Data entries:

Content starts

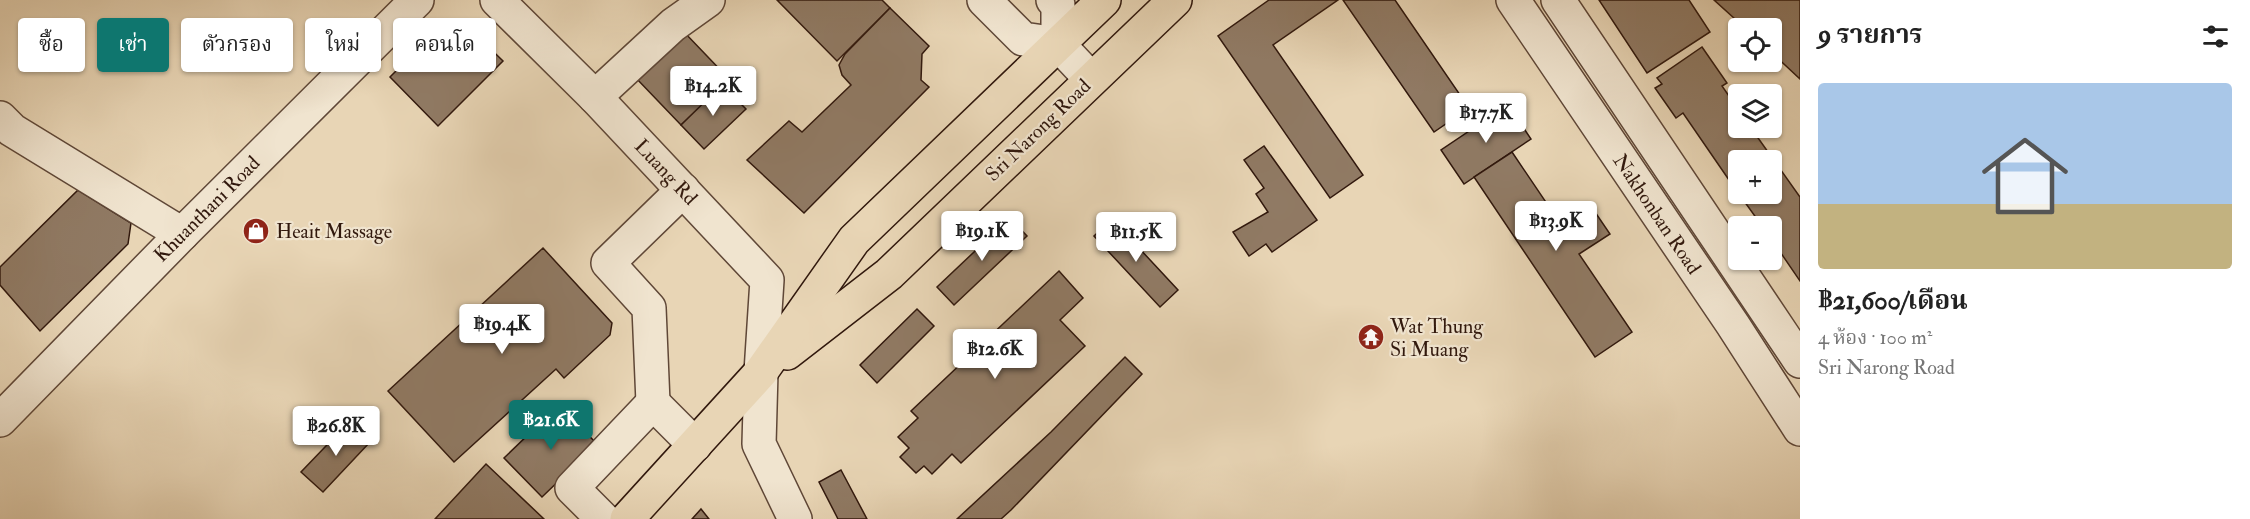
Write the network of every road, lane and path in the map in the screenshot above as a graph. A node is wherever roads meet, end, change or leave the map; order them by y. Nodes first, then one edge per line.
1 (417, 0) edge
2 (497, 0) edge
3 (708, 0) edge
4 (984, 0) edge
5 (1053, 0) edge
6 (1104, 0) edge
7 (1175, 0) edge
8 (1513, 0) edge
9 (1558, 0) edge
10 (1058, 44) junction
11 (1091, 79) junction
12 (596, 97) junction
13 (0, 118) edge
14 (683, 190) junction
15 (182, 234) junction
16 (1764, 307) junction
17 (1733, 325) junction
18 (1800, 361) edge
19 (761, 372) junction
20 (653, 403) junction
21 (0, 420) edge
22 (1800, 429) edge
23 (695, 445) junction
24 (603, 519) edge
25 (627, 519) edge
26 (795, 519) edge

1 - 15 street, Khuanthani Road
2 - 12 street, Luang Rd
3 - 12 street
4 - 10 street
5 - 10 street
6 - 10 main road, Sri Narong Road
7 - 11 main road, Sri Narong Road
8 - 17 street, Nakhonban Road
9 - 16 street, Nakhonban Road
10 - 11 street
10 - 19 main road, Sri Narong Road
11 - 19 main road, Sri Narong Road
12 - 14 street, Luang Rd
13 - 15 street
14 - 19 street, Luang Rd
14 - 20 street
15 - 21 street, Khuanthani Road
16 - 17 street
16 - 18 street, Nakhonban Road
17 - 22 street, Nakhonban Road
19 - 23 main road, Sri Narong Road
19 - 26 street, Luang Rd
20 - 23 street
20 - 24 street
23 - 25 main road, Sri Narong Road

Content ends

:: What is expected ::
The answer must be every line of the records above that holds the word "main".

:: Answer box ::
6 - 10 main road, Sri Narong Road
7 - 11 main road, Sri Narong Road
10 - 19 main road, Sri Narong Road
11 - 19 main road, Sri Narong Road
19 - 23 main road, Sri Narong Road
23 - 25 main road, Sri Narong Road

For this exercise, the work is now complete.